------ Data provided ------
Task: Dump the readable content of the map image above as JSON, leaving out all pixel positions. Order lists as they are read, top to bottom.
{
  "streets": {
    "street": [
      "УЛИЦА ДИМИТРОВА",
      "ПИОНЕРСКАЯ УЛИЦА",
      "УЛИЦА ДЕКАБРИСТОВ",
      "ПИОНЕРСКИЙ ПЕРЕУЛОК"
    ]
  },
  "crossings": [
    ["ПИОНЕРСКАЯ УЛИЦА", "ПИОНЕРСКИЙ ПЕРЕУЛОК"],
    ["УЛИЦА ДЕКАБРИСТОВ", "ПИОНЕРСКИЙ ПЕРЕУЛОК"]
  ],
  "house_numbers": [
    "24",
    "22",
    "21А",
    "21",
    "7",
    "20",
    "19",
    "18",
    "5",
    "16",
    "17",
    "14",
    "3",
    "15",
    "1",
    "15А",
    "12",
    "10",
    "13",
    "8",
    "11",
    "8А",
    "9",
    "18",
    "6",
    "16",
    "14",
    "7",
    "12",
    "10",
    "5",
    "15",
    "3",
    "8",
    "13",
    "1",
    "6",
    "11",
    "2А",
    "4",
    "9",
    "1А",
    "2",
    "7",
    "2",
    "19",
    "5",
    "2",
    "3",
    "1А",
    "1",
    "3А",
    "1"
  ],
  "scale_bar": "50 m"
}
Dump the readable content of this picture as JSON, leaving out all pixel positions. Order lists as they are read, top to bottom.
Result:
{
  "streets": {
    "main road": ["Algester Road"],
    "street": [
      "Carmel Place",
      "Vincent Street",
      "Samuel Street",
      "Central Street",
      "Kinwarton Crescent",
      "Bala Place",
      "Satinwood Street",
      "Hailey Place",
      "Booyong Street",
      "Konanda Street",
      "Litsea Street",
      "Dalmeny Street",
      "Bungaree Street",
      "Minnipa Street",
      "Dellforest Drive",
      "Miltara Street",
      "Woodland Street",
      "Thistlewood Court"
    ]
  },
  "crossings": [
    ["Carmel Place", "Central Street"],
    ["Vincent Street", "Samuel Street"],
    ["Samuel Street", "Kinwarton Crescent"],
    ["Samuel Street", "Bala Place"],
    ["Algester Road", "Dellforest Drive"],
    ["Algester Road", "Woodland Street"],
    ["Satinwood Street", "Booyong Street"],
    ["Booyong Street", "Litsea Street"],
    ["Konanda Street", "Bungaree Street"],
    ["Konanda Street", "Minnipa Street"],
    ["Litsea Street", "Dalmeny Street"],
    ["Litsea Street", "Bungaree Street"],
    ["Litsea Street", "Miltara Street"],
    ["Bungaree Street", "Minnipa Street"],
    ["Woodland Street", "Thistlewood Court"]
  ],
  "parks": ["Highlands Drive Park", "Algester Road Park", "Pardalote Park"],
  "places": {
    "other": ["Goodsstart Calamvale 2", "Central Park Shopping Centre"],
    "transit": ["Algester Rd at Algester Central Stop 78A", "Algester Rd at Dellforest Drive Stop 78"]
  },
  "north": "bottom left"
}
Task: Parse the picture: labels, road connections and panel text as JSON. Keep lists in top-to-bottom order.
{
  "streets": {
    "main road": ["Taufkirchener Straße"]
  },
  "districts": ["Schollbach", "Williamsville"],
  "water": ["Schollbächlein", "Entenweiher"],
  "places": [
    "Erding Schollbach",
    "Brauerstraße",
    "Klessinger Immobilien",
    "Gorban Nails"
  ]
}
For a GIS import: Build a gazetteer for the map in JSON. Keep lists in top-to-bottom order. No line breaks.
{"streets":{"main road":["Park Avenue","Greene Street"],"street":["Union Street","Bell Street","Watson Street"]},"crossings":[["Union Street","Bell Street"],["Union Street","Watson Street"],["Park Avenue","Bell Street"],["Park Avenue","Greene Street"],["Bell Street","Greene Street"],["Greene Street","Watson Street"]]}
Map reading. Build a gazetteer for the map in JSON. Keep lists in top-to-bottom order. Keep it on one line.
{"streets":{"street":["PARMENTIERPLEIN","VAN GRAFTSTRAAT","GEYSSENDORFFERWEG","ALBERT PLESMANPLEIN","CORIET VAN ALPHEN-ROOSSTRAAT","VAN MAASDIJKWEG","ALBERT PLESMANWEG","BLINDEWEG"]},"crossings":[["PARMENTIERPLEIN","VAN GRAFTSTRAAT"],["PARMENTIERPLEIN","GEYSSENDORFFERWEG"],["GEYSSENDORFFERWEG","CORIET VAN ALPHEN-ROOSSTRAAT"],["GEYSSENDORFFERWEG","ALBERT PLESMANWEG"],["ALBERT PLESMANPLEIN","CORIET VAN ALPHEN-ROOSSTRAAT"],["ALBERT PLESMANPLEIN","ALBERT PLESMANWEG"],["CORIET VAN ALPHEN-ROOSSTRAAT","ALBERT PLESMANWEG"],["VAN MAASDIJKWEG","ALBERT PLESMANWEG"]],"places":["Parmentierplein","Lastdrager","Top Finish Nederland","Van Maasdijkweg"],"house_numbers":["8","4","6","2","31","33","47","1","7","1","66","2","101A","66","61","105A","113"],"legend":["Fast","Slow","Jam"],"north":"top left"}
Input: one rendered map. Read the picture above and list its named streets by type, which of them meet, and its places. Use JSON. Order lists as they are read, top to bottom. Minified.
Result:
------
**Work instructions**
Print every entry exactly.

**Response to this exercise**
Task: Dump the readable content of the map image above as JSON, leaving out all pixel positions. Order lists as they are read, top to bottom.
{
  "streets": {
    "street": [
      "УЛИЦА ДИМИТРОВА",
      "ПИОНЕРСКАЯ УЛИЦА",
      "УЛИЦА ДЕКАБРИСТОВ",
      "ПИОНЕРСКИЙ ПЕРЕУЛОК"
    ]
  },
  "crossings": [
    ["ПИОНЕРСКАЯ УЛИЦА", "ПИОНЕРСКИЙ ПЕРЕУЛОК"],
    ["УЛИЦА ДЕКАБРИСТОВ", "ПИОНЕРСКИЙ ПЕРЕУЛОК"]
  ],
  "house_numbers": [
    "24",
    "22",
    "21А",
    "21",
    "7",
    "20",
    "19",
    "18",
    "5",
    "16",
    "17",
    "14",
    "3",
    "15",
    "1",
    "15А",
    "12",
    "10",
    "13",
    "8",
    "11",
    "8А",
    "9",
    "18",
    "6",
    "16",
    "14",
    "7",
    "12",
    "10",
    "5",
    "15",
    "3",
    "8",
    "13",
    "1",
    "6",
    "11",
    "2А",
    "4",
    "9",
    "1А",
    "2",
    "7",
    "2",
    "19",
    "5",
    "2",
    "3",
    "1А",
    "1",
    "3А",
    "1"
  ],
  "scale_bar": "50 m"
}
Dump the readable content of this picture as JSON, leaving out all pixel positions. Order lists as they are read, top to bottom.
Result:
{
  "streets": {
    "main road": ["Algester Road"],
    "street": [
      "Carmel Place",
      "Vincent Street",
      "Samuel Street",
      "Central Street",
      "Kinwarton Crescent",
      "Bala Place",
      "Satinwood Street",
      "Hailey Place",
      "Booyong Street",
      "Konanda Street",
      "Litsea Street",
      "Dalmeny Street",
      "Bungaree Street",
      "Minnipa Street",
      "Dellforest Drive",
      "Miltara Street",
      "Woodland Street",
      "Thistlewood Court"
    ]
  },
  "crossings": [
    ["Carmel Place", "Central Street"],
    ["Vincent Street", "Samuel Street"],
    ["Samuel Street", "Kinwarton Crescent"],
    ["Samuel Street", "Bala Place"],
    ["Algester Road", "Dellforest Drive"],
    ["Algester Road", "Woodland Street"],
    ["Satinwood Street", "Booyong Street"],
    ["Booyong Street", "Litsea Street"],
    ["Konanda Street", "Bungaree Street"],
    ["Konanda Street", "Minnipa Street"],
    ["Litsea Street", "Dalmeny Street"],
    ["Litsea Street", "Bungaree Street"],
    ["Litsea Street", "Miltara Street"],
    ["Bungaree Street", "Minnipa Street"],
    ["Woodland Street", "Thistlewood Court"]
  ],
  "parks": ["Highlands Drive Park", "Algester Road Park", "Pardalote Park"],
  "places": {
    "other": ["Goodsstart Calamvale 2", "Central Park Shopping Centre"],
    "transit": ["Algester Rd at Algester Central Stop 78A", "Algester Rd at Dellforest Drive Stop 78"]
  },
  "north": "bottom left"
}
Task: Parse the picture: labels, road connections and panel text as JSON. Keep lists in top-to-bottom order.
{
  "streets": {
    "main road": ["Taufkirchener Straße"]
  },
  "districts": ["Schollbach", "Williamsville"],
  "water": ["Schollbächlein", "Entenweiher"],
  "places": [
    "Erding Schollbach",
    "Brauerstraße",
    "Klessinger Immobilien",
    "Gorban Nails"
  ]
}
For a GIS import: Build a gazetteer for the map in JSON. Keep lists in top-to-bottom order. No line breaks.
{"streets":{"main road":["Park Avenue","Greene Street"],"street":["Union Street","Bell Street","Watson Street"]},"crossings":[["Union Street","Bell Street"],["Union Street","Watson Street"],["Park Avenue","Bell Street"],["Park Avenue","Greene Street"],["Bell Street","Greene Street"],["Greene Street","Watson Street"]]}
Map reading. Build a gazetteer for the map in JSON. Keep lists in top-to-bottom order. Keep it on one line.
{"streets":{"street":["PARMENTIERPLEIN","VAN GRAFTSTRAAT","GEYSSENDORFFERWEG","ALBERT PLESMANPLEIN","CORIET VAN ALPHEN-ROOSSTRAAT","VAN MAASDIJKWEG","ALBERT PLESMANWEG","BLINDEWEG"]},"crossings":[["PARMENTIERPLEIN","VAN GRAFTSTRAAT"],["PARMENTIERPLEIN","GEYSSENDORFFERWEG"],["GEYSSENDORFFERWEG","CORIET VAN ALPHEN-ROOSSTRAAT"],["GEYSSENDORFFERWEG","ALBERT PLESMANWEG"],["ALBERT PLESMANPLEIN","CORIET VAN ALPHEN-ROOSSTRAAT"],["ALBERT PLESMANPLEIN","ALBERT PLESMANWEG"],["CORIET VAN ALPHEN-ROOSSTRAAT","ALBERT PLESMANWEG"],["VAN MAASDIJKWEG","ALBERT PLESMANWEG"]],"places":["Parmentierplein","Lastdrager","Top Finish Nederland","Van Maasdijkweg"],"house_numbers":["8","4","6","2","31","33","47","1","7","1","66","2","101A","66","61","105A","113"],"legend":["Fast","Slow","Jam"],"north":"top left"}
Input: one rendered map. Read the picture above and list its named streets by type, which of them meet, and its places. Use JSON. Order lists as they are read, top to bottom. Minified.
Result:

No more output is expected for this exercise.